WHAT IS BEING ASKED. Copy out exactly the lines from the first line of the material below through the line containing "ring dip: (320, 245)", and nothing beyond them.

THE RECORDS.
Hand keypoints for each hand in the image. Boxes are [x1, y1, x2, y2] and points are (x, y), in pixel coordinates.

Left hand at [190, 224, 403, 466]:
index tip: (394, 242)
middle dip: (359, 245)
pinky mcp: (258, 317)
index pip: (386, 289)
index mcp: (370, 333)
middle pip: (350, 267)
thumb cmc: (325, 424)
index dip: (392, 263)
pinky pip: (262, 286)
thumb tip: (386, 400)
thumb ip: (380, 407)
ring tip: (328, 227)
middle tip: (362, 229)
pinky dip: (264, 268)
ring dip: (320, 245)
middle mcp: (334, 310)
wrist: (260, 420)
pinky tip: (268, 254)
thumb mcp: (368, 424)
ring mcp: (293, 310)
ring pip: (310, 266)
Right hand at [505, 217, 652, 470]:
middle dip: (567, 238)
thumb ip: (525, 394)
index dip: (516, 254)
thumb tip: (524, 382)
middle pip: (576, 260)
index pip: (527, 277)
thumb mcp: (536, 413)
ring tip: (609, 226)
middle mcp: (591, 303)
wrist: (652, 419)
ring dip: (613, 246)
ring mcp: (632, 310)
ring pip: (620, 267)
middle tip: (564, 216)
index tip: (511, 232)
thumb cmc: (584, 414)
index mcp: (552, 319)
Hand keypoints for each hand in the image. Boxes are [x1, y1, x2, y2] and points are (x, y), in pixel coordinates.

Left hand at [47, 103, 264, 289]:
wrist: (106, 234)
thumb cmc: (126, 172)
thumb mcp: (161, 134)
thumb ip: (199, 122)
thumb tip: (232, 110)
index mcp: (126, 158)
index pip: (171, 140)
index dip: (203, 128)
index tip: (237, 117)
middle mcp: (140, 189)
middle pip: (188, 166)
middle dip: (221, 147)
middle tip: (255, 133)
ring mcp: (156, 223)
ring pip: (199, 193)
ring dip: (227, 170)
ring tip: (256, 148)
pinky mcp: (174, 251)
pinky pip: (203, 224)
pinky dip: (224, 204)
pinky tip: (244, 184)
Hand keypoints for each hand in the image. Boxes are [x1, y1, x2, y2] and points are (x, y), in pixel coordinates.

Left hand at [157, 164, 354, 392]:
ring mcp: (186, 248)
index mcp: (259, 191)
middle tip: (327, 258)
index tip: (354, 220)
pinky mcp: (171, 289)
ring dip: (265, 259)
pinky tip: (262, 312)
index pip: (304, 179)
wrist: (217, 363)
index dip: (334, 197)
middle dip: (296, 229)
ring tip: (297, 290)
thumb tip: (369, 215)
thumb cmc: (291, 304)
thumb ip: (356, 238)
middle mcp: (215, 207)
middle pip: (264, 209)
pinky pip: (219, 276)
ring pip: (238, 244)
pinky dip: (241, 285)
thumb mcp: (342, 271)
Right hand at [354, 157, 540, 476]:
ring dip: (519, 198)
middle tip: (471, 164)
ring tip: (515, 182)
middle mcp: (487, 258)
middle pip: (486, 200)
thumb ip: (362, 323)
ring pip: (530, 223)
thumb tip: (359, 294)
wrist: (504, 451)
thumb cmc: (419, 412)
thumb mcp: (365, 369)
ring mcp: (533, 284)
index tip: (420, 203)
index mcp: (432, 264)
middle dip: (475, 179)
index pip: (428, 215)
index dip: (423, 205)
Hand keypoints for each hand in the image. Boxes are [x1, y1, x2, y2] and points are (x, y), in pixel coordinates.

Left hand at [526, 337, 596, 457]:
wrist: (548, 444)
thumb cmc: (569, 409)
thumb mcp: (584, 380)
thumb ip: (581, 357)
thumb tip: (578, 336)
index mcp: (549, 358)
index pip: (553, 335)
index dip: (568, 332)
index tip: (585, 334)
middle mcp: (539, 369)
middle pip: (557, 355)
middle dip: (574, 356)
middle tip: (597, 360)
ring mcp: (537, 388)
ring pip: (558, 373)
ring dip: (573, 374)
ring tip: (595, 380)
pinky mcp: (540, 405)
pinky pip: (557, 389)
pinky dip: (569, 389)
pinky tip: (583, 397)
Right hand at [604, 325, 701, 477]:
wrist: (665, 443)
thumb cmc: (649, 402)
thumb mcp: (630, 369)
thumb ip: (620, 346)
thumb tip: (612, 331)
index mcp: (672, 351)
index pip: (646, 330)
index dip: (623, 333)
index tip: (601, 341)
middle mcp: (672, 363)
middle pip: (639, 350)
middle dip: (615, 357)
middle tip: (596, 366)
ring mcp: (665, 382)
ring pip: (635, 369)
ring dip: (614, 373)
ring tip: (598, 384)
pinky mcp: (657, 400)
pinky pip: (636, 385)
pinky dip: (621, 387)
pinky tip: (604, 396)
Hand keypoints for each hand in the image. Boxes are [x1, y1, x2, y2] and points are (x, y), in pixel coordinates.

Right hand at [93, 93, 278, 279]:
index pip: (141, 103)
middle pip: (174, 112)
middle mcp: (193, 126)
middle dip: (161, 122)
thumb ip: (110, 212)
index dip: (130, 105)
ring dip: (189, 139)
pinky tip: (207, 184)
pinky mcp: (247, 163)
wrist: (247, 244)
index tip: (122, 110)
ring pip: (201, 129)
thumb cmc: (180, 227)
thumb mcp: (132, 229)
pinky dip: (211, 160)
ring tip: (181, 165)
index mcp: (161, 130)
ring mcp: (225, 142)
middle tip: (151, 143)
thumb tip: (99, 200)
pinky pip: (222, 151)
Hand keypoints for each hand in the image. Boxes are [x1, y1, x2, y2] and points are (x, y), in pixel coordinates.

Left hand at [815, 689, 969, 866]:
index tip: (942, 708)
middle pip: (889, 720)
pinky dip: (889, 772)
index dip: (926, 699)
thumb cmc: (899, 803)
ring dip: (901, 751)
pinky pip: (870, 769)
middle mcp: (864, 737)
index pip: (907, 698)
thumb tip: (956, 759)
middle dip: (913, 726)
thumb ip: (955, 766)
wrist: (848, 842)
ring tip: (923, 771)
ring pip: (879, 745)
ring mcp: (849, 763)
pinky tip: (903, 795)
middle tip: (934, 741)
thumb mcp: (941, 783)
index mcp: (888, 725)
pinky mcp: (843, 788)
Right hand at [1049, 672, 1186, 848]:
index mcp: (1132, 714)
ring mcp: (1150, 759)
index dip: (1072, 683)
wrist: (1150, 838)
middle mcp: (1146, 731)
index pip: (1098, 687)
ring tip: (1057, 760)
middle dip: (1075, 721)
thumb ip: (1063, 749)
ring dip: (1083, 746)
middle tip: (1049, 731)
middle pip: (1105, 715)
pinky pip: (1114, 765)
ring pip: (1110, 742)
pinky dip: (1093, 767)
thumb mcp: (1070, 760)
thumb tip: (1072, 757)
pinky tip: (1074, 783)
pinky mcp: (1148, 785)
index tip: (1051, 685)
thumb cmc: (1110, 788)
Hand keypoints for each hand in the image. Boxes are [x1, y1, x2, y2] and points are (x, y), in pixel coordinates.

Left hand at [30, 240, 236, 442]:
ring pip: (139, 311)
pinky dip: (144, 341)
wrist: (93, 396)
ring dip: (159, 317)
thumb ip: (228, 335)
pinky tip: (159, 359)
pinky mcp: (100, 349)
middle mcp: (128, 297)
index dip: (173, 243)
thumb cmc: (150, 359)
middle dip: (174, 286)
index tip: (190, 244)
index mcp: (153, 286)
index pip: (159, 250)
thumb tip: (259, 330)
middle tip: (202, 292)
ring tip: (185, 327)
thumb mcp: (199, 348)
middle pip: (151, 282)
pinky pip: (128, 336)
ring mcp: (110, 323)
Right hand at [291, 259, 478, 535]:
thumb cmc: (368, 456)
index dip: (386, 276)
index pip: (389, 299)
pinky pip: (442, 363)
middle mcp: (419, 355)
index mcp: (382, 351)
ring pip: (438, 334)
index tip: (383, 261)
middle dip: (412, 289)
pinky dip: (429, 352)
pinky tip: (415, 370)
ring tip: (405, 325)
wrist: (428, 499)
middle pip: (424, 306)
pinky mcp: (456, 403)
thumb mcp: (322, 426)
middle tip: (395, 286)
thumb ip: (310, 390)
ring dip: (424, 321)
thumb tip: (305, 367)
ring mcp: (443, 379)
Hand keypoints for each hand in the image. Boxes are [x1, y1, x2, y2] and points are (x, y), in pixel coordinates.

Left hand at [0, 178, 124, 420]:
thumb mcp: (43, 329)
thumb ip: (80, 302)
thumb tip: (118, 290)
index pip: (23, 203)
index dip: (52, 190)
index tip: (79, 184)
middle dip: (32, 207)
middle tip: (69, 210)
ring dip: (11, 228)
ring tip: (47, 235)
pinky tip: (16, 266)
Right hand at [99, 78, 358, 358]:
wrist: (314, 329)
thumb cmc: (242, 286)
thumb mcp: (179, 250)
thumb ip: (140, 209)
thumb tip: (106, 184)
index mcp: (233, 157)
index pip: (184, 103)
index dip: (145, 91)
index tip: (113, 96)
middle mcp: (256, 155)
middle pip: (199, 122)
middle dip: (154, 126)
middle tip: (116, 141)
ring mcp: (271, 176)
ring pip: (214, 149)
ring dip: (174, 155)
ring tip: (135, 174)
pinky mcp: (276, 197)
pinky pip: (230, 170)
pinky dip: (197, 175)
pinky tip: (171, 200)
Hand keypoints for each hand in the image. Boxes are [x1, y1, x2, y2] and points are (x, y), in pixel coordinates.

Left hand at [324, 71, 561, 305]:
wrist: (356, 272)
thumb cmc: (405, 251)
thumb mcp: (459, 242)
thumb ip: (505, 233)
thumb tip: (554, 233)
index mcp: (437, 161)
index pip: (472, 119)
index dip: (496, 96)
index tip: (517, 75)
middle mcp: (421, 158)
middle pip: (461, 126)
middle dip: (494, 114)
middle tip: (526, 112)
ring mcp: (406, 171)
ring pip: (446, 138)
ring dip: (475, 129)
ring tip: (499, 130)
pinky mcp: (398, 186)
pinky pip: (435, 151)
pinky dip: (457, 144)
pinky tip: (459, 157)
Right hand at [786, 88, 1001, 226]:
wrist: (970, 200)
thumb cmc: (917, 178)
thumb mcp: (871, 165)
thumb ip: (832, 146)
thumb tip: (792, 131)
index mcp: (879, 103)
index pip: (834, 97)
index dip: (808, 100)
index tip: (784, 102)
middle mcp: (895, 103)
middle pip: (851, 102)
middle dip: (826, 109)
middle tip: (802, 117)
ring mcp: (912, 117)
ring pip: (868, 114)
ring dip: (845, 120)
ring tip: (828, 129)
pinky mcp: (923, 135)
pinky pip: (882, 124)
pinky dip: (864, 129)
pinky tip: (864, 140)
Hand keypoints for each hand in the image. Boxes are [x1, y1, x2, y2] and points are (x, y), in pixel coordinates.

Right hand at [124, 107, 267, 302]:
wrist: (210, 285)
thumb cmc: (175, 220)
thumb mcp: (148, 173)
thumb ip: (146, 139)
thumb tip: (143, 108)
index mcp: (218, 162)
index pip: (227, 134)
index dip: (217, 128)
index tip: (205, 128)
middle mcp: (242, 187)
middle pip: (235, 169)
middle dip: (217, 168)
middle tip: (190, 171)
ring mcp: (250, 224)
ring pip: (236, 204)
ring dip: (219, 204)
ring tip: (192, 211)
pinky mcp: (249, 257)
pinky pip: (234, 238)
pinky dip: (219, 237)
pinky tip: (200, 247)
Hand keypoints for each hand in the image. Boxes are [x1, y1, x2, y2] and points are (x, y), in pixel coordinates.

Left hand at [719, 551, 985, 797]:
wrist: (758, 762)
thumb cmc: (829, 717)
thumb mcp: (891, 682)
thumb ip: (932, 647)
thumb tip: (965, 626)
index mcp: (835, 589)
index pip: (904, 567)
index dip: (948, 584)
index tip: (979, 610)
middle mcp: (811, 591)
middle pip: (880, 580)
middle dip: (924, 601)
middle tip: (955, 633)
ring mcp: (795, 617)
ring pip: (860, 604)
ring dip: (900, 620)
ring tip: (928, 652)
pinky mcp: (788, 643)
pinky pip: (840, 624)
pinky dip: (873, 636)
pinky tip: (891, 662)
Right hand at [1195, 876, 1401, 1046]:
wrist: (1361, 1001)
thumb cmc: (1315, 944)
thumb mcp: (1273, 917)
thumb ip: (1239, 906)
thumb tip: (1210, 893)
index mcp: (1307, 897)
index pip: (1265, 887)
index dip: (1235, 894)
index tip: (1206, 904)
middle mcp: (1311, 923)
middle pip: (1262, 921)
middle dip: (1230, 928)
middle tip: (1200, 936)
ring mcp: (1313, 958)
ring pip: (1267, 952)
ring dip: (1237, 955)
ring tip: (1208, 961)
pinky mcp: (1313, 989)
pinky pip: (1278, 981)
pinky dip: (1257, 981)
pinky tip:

RESULT.
Hand keypoints for each hand in the image. Boxes are [x1, y1, x2, y2] and points are (x, y), in pixel coordinates.

Left hand at [190, 224, 403, 466]:
index tip: (394, 242)
middle dip: (359, 245)
pinky mcp: (258, 317)
index pip: (386, 289)
index mcp: (370, 333)
middle pip: (350, 267)
thumb cmc: (325, 424)
index dip: (392, 263)
pinky pip: (262, 286)
thumb tip: (386, 400)
thumb ip: (380, 407)
ring tip: (328, 227)
middle tip: (362, 229)
pinky dip: (264, 268)
ring dip: (320, 245)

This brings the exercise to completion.